▶ Collected data entries:
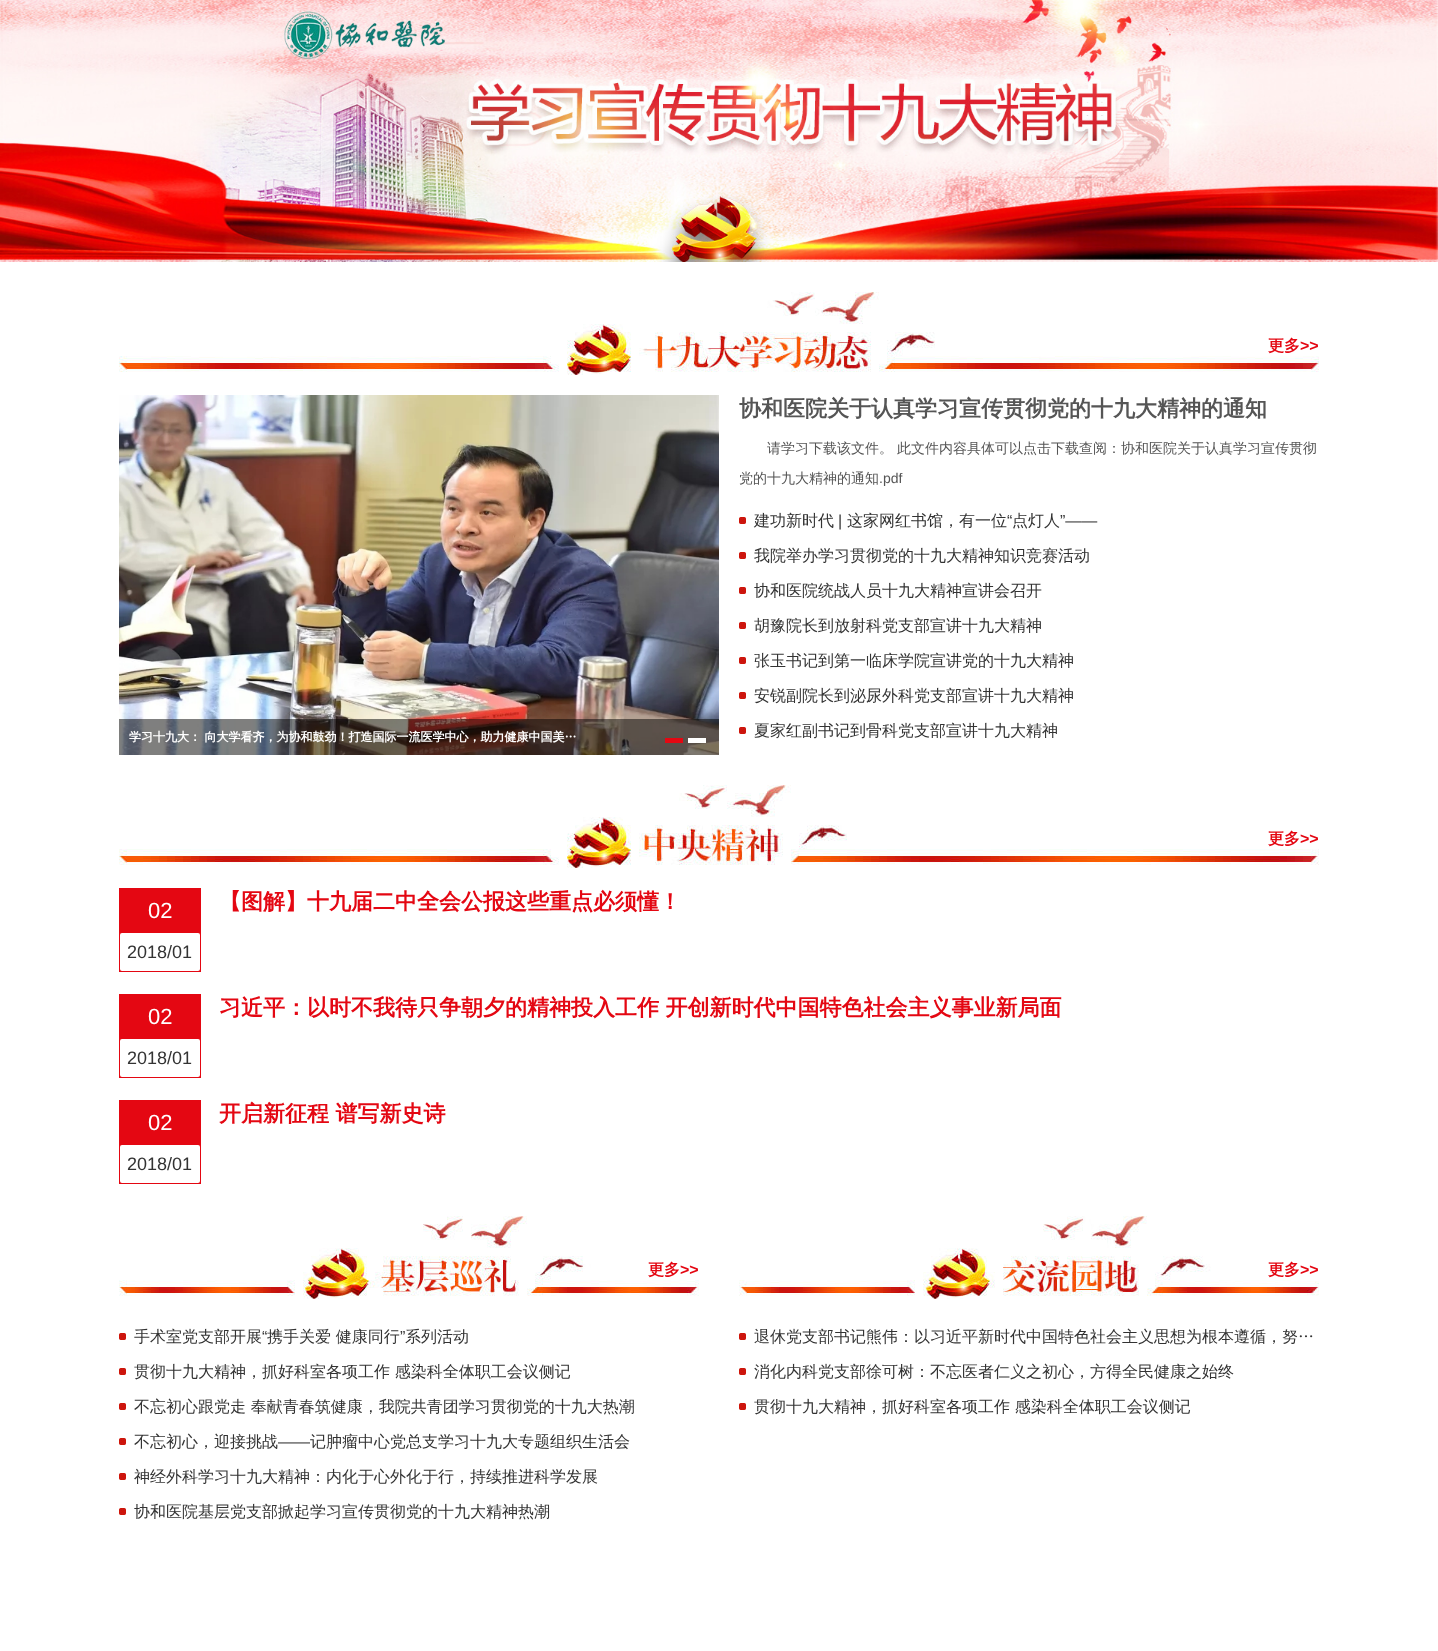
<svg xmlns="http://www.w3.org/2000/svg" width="1438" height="1651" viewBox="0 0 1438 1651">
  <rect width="100%" height="100%" fill="rgb(255,255,255)"/>
  <image x="0" y="0" width="1438" height="262" href="pic1.png"/>
  <image x="119" y="292" width="1200" height="83" href="pic2.png"/>
  <text x="1268" y="351" font-family="WenQuanYi Zen Hei" font-size="16" font-weight="bold" fill="rgb(228,7,18)">更多</text>
  <text x="1300" y="351" font-family="Liberation Sans" font-size="16" font-weight="bold" fill="rgb(228,7,18)">&gt;&gt;</text>
  <image x="119" y="395" width="600" height="360" href="pic3.png"/>
  <rect x="119" y="719" width="600" height="36" fill="rgba(0,0,0,0.5)"/>
  <text x="129" y="741" font-family="WenQuanYi Zen Hei" font-size="12" font-weight="bold" fill="rgb(255,255,255)">学习十九大： 向大学看齐，为协和鼓劲！打造国际一流医学中心，助力健康中国美…</text>
  <rect x="665" y="738" width="18" height="5" fill="rgb(228,7,18)"/>
  <rect x="688" y="738" width="18" height="5" fill="rgb(255,255,255)"/>
  <text x="739" y="416" font-family="WenQuanYi Zen Hei" font-size="22" font-weight="bold" fill="rgb(85,85,85)">协和医院关于认真学习宣传贯彻党的十九大精神的通知</text>
  <g font-family="WenQuanYi Zen Hei" font-size="14" font-weight="500" fill="rgb(85,85,85)">
    <text x="767" y="453">请学习下载该文件。</text>
    <text x="897" y="453">此文件内容具体可以点击下载查阅：协和医院关于认真学习宣传贯彻</text>
    <text x="739" y="483">党的十九大精神的通知</text>
  </g>
  <text x="879" y="483" font-family="Liberation Sans" font-size="14" fill="rgb(85,85,85)">.pdf</text>
  <image x="739" y="517" width="7" height="7" href="pic4.png"/>
  <text x="754" y="526" font-family="WenQuanYi Zen Hei" font-size="16" font-weight="500" fill="rgb(51,51,51)">建功新时代</text>
  <text x="838" y="526" font-family="Liberation Sans" font-size="16" fill="rgb(51,51,51)">|</text>
  <text x="847" y="526" font-family="WenQuanYi Zen Hei" font-size="16" font-weight="500" fill="rgb(51,51,51)">这家网红书馆，有一位</text>
  <text x="1007" y="526" font-family="Liberation Sans" font-size="16" fill="rgb(51,51,51)">“</text>
  <text x="1012" y="526" font-family="WenQuanYi Zen Hei" font-size="16" font-weight="500" fill="rgb(51,51,51)">点灯人</text>
  <text x="1060" y="526" font-family="Liberation Sans" font-size="16" fill="rgb(51,51,51)">”——</text>
  <image x="739" y="552" width="7" height="7" href="pic4.png"/>
  <text x="754" y="561" font-family="WenQuanYi Zen Hei" font-size="16" font-weight="500" fill="rgb(51,51,51)">我院举办学习贯彻党的十九大精神知识竞赛活动</text>
  <image x="739" y="587" width="7" height="7" href="pic4.png"/>
  <text x="754" y="596" font-family="WenQuanYi Zen Hei" font-size="16" font-weight="500" fill="rgb(51,51,51)">协和医院统战人员十九大精神宣讲会召开</text>
  <image x="739" y="622" width="7" height="7" href="pic4.png"/>
  <text x="754" y="631" font-family="WenQuanYi Zen Hei" font-size="16" font-weight="500" fill="rgb(51,51,51)">胡豫院长到放射科党支部宣讲十九大精神</text>
  <image x="739" y="657" width="7" height="7" href="pic4.png"/>
  <text x="754" y="666" font-family="WenQuanYi Zen Hei" font-size="16" font-weight="500" fill="rgb(51,51,51)">张玉书记到第一临床学院宣讲党的十九大精神</text>
  <image x="739" y="692" width="7" height="7" href="pic4.png"/>
  <text x="754" y="701" font-family="WenQuanYi Zen Hei" font-size="16" font-weight="500" fill="rgb(51,51,51)">安锐副院长到泌尿外科党支部宣讲十九大精神</text>
  <image x="739" y="727" width="7" height="7" href="pic4.png"/>
  <text x="754" y="736" font-family="WenQuanYi Zen Hei" font-size="16" font-weight="500" fill="rgb(51,51,51)">夏家红副书记到骨科党支部宣讲十九大精神</text>
  <image x="119" y="785" width="1200" height="83" href="pic5.png"/>
  <text x="1268" y="844" font-family="WenQuanYi Zen Hei" font-size="16" font-weight="bold" fill="rgb(228,7,18)">更多</text>
  <text x="1300" y="844" font-family="Liberation Sans" font-size="16" font-weight="bold" fill="rgb(228,7,18)">&gt;&gt;</text>
  <rect x="119" y="888" width="82" height="84" fill="rgb(228,7,18)"/>
  <text x="148" y="918" font-family="Liberation Sans" font-size="22" fill="rgb(255,255,255)">02</text>
  <rect x="120" y="933" width="80" height="38" rx="2" fill="rgb(255,255,255)"/>
  <text x="127" y="958" font-family="Liberation Sans" font-size="18" fill="rgb(51,51,51)">2018/01</text>
  <text x="219" y="909" font-family="WenQuanYi Zen Hei" font-size="22" font-weight="bold" fill="rgb(228,7,18)">【图解】十九届二中全会公报这些重点必须懂！</text>
  <rect x="119" y="994" width="82" height="84" fill="rgb(228,7,18)"/>
  <text x="148" y="1024" font-family="Liberation Sans" font-size="22" fill="rgb(255,255,255)">02</text>
  <rect x="120" y="1039" width="80" height="38" rx="2" fill="rgb(255,255,255)"/>
  <text x="127" y="1064" font-family="Liberation Sans" font-size="18" fill="rgb(51,51,51)">2018/01</text>
  <text x="219" y="1015" font-family="WenQuanYi Zen Hei" font-size="22" font-weight="bold" fill="rgb(228,7,18)">习近平：以时不我待只争朝夕的精神投入工作 开创新时代中国特色社会主义事业新局面</text>
  <rect x="119" y="1100" width="82" height="84" fill="rgb(228,7,18)"/>
  <text x="148" y="1130" font-family="Liberation Sans" font-size="22" fill="rgb(255,255,255)">02</text>
  <rect x="120" y="1145" width="80" height="38" rx="2" fill="rgb(255,255,255)"/>
  <text x="127" y="1170" font-family="Liberation Sans" font-size="18" fill="rgb(51,51,51)">2018/01</text>
  <text x="219" y="1121" font-family="WenQuanYi Zen Hei" font-size="22" font-weight="bold" fill="rgb(228,7,18)">开启新征程 谱写新史诗</text>
  <image x="119" y="1216" width="580" height="83" href="pic6.png"/>
  <text x="648" y="1275" font-family="WenQuanYi Zen Hei" font-size="16" font-weight="bold" fill="rgb(228,7,18)">更多</text>
  <text x="680" y="1275" font-family="Liberation Sans" font-size="16" font-weight="bold" fill="rgb(228,7,18)">&gt;&gt;</text>
  <image x="119" y="1333" width="7" height="7" href="pic4.png"/>
  <text x="134" y="1342" font-family="WenQuanYi Zen Hei" font-size="16" font-weight="500" fill="rgb(51,51,51)">手术室党支部开展</text>
  <text x="262" y="1342" font-family="Liberation Sans" font-size="16" fill="rgb(51,51,51)">“</text>
  <text x="267" y="1342" font-family="WenQuanYi Zen Hei" font-size="16" font-weight="500" fill="rgb(51,51,51)">携手关爱 健康同行</text>
  <text x="400" y="1342" font-family="Liberation Sans" font-size="16" fill="rgb(51,51,51)">”</text>
  <text x="405" y="1342" font-family="WenQuanYi Zen Hei" font-size="16" font-weight="500" fill="rgb(51,51,51)">系列活动</text>
  <image x="119" y="1368" width="7" height="7" href="pic4.png"/>
  <text x="134" y="1377" font-family="WenQuanYi Zen Hei" font-size="16" font-weight="500" fill="rgb(51,51,51)">贯彻十九大精神，抓好科室各项工作 感染科全体职工会议侧记</text>
  <image x="119" y="1403" width="7" height="7" href="pic4.png"/>
  <text x="134" y="1412" font-family="WenQuanYi Zen Hei" font-size="16" font-weight="500" fill="rgb(51,51,51)">不忘初心跟党走 奉献青春筑健康，我院共青团学习贯彻党的十九大热潮</text>
  <image x="119" y="1438" width="7" height="7" href="pic4.png"/>
  <text x="134" y="1447" font-family="WenQuanYi Zen Hei" font-size="16" font-weight="500" fill="rgb(51,51,51)">不忘初心，迎接挑战</text>
  <text x="278" y="1447" font-family="Liberation Sans" font-size="16" fill="rgb(51,51,51)">——</text>
  <text x="310" y="1447" font-family="WenQuanYi Zen Hei" font-size="16" font-weight="500" fill="rgb(51,51,51)">记肿瘤中心党总支学习十九大专题组织生活会</text>
  <image x="119" y="1473" width="7" height="7" href="pic4.png"/>
  <text x="134" y="1482" font-family="WenQuanYi Zen Hei" font-size="16" font-weight="500" fill="rgb(51,51,51)">神经外科学习十九大精神：内化于心外化于行，持续推进科学发展</text>
  <image x="119" y="1508" width="7" height="7" href="pic4.png"/>
  <text x="134" y="1517" font-family="WenQuanYi Zen Hei" font-size="16" font-weight="500" fill="rgb(51,51,51)">协和医院基层党支部掀起学习宣传贯彻党的十九大精神热潮</text>
  <image x="739" y="1216" width="580" height="83" href="pic7.png"/>
  <text x="1268" y="1275" font-family="WenQuanYi Zen Hei" font-size="16" font-weight="bold" fill="rgb(228,7,18)">更多</text>
  <text x="1300" y="1275" font-family="Liberation Sans" font-size="16" font-weight="bold" fill="rgb(228,7,18)">&gt;&gt;</text>
  <image x="739" y="1333" width="7" height="7" href="pic4.png"/>
  <text x="754" y="1342" font-family="WenQuanYi Zen Hei" font-size="16" font-weight="500" fill="rgb(51,51,51)">退休党支部书记熊伟：以习近平新时代中国特色社会主义思想为根本遵循，努…</text>
  <image x="739" y="1368" width="7" height="7" href="pic4.png"/>
  <text x="754" y="1377" font-family="WenQuanYi Zen Hei" font-size="16" font-weight="500" fill="rgb(51,51,51)">消化内科党支部徐可树：不忘医者仁义之初心，方得全民健康之始终</text>
  <image x="739" y="1403" width="7" height="7" href="pic4.png"/>
  <text x="754" y="1412" font-family="WenQuanYi Zen Hei" font-size="16" font-weight="500" fill="rgb(51,51,51)">贯彻十九大精神，抓好科室各项工作 感染科全体职工会议侧记</text>
</svg>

▶ TASK BRIEF:
Scan the records for the string "感染科全体职工会议侧记". Copy each line in which it appears.

▶ RESULT:
  <text x="134" y="1377" font-family="WenQuanYi Zen Hei" font-size="16" font-weight="500" fill="rgb(51,51,51)">贯彻十九大精神，抓好科室各项工作 感染科全体职工会议侧记</text>
  <text x="754" y="1412" font-family="WenQuanYi Zen Hei" font-size="16" font-weight="500" fill="rgb(51,51,51)">贯彻十九大精神，抓好科室各项工作 感染科全体职工会议侧记</text>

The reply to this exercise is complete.